● Exercise description:
An exact copy of every entry is what's needed, so please transcribe them all.

● Extracted material:
┌──

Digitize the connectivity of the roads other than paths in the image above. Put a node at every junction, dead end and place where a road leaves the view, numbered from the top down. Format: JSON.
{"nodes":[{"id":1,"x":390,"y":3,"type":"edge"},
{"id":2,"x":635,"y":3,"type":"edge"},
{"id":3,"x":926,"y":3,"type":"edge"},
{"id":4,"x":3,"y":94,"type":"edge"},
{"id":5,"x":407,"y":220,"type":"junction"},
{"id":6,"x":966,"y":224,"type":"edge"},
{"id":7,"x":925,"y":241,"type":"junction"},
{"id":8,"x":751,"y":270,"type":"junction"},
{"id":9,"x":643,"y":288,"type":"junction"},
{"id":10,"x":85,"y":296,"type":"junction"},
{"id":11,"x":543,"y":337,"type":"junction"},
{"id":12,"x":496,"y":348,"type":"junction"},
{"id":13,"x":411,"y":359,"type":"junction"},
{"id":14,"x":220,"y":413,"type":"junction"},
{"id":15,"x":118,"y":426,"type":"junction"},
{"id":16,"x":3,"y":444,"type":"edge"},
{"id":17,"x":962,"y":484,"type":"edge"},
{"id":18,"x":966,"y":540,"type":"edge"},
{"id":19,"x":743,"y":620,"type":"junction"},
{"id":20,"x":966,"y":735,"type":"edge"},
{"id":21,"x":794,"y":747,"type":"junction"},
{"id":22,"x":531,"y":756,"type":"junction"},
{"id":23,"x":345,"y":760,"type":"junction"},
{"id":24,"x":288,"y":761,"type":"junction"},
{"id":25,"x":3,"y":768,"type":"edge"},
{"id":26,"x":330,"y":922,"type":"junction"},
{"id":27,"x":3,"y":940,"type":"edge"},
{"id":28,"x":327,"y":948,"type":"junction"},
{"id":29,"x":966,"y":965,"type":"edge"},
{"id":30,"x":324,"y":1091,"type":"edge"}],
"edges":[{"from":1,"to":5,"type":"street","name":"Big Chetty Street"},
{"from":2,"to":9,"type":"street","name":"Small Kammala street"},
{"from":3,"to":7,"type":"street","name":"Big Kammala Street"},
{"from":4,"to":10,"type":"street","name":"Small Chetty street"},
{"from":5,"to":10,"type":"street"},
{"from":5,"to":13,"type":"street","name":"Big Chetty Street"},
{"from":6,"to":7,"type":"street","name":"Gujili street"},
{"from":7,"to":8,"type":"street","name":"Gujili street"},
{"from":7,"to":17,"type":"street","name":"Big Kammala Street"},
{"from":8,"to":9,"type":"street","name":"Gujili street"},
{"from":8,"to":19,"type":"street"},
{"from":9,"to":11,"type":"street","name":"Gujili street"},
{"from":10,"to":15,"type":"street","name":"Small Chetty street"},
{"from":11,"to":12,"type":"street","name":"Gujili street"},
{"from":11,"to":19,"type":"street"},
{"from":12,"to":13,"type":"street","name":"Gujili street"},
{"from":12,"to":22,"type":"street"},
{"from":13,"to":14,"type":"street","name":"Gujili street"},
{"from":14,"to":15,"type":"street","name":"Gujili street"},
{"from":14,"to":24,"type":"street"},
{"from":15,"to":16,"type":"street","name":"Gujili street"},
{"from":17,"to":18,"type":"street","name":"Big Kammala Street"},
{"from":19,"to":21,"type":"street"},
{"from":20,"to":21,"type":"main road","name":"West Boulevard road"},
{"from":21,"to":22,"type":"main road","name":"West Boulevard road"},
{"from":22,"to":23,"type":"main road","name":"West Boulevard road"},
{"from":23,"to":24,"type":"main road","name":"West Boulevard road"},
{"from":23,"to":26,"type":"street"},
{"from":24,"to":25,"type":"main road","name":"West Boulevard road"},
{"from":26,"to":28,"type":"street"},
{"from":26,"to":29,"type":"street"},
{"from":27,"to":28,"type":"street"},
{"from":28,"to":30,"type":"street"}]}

└──

● Expected output:
Digitize the connectivity of the roads other than paths in the image above. Put a node at every junction, dead end and place where a road leaves the view, numbered from the top down. Format: JSON.
{"nodes":[{"id":1,"x":390,"y":3,"type":"edge"},
{"id":2,"x":635,"y":3,"type":"edge"},
{"id":3,"x":926,"y":3,"type":"edge"},
{"id":4,"x":3,"y":94,"type":"edge"},
{"id":5,"x":407,"y":220,"type":"junction"},
{"id":6,"x":966,"y":224,"type":"edge"},
{"id":7,"x":925,"y":241,"type":"junction"},
{"id":8,"x":751,"y":270,"type":"junction"},
{"id":9,"x":643,"y":288,"type":"junction"},
{"id":10,"x":85,"y":296,"type":"junction"},
{"id":11,"x":543,"y":337,"type":"junction"},
{"id":12,"x":496,"y":348,"type":"junction"},
{"id":13,"x":411,"y":359,"type":"junction"},
{"id":14,"x":220,"y":413,"type":"junction"},
{"id":15,"x":118,"y":426,"type":"junction"},
{"id":16,"x":3,"y":444,"type":"edge"},
{"id":17,"x":962,"y":484,"type":"edge"},
{"id":18,"x":966,"y":540,"type":"edge"},
{"id":19,"x":743,"y":620,"type":"junction"},
{"id":20,"x":966,"y":735,"type":"edge"},
{"id":21,"x":794,"y":747,"type":"junction"},
{"id":22,"x":531,"y":756,"type":"junction"},
{"id":23,"x":345,"y":760,"type":"junction"},
{"id":24,"x":288,"y":761,"type":"junction"},
{"id":25,"x":3,"y":768,"type":"edge"},
{"id":26,"x":330,"y":922,"type":"junction"},
{"id":27,"x":3,"y":940,"type":"edge"},
{"id":28,"x":327,"y":948,"type":"junction"},
{"id":29,"x":966,"y":965,"type":"edge"},
{"id":30,"x":324,"y":1091,"type":"edge"}],
"edges":[{"from":1,"to":5,"type":"street","name":"Big Chetty Street"},
{"from":2,"to":9,"type":"street","name":"Small Kammala street"},
{"from":3,"to":7,"type":"street","name":"Big Kammala Street"},
{"from":4,"to":10,"type":"street","name":"Small Chetty street"},
{"from":5,"to":10,"type":"street"},
{"from":5,"to":13,"type":"street","name":"Big Chetty Street"},
{"from":6,"to":7,"type":"street","name":"Gujili street"},
{"from":7,"to":8,"type":"street","name":"Gujili street"},
{"from":7,"to":17,"type":"street","name":"Big Kammala Street"},
{"from":8,"to":9,"type":"street","name":"Gujili street"},
{"from":8,"to":19,"type":"street"},
{"from":9,"to":11,"type":"street","name":"Gujili street"},
{"from":10,"to":15,"type":"street","name":"Small Chetty street"},
{"from":11,"to":12,"type":"street","name":"Gujili street"},
{"from":11,"to":19,"type":"street"},
{"from":12,"to":13,"type":"street","name":"Gujili street"},
{"from":12,"to":22,"type":"street"},
{"from":13,"to":14,"type":"street","name":"Gujili street"},
{"from":14,"to":15,"type":"street","name":"Gujili street"},
{"from":14,"to":24,"type":"street"},
{"from":15,"to":16,"type":"street","name":"Gujili street"},
{"from":17,"to":18,"type":"street","name":"Big Kammala Street"},
{"from":19,"to":21,"type":"street"},
{"from":20,"to":21,"type":"main road","name":"West Boulevard road"},
{"from":21,"to":22,"type":"main road","name":"West Boulevard road"},
{"from":22,"to":23,"type":"main road","name":"West Boulevard road"},
{"from":23,"to":24,"type":"main road","name":"West Boulevard road"},
{"from":23,"to":26,"type":"street"},
{"from":24,"to":25,"type":"main road","name":"West Boulevard road"},
{"from":26,"to":28,"type":"street"},
{"from":26,"to":29,"type":"street"},
{"from":27,"to":28,"type":"street"},
{"from":28,"to":30,"type":"street"}]}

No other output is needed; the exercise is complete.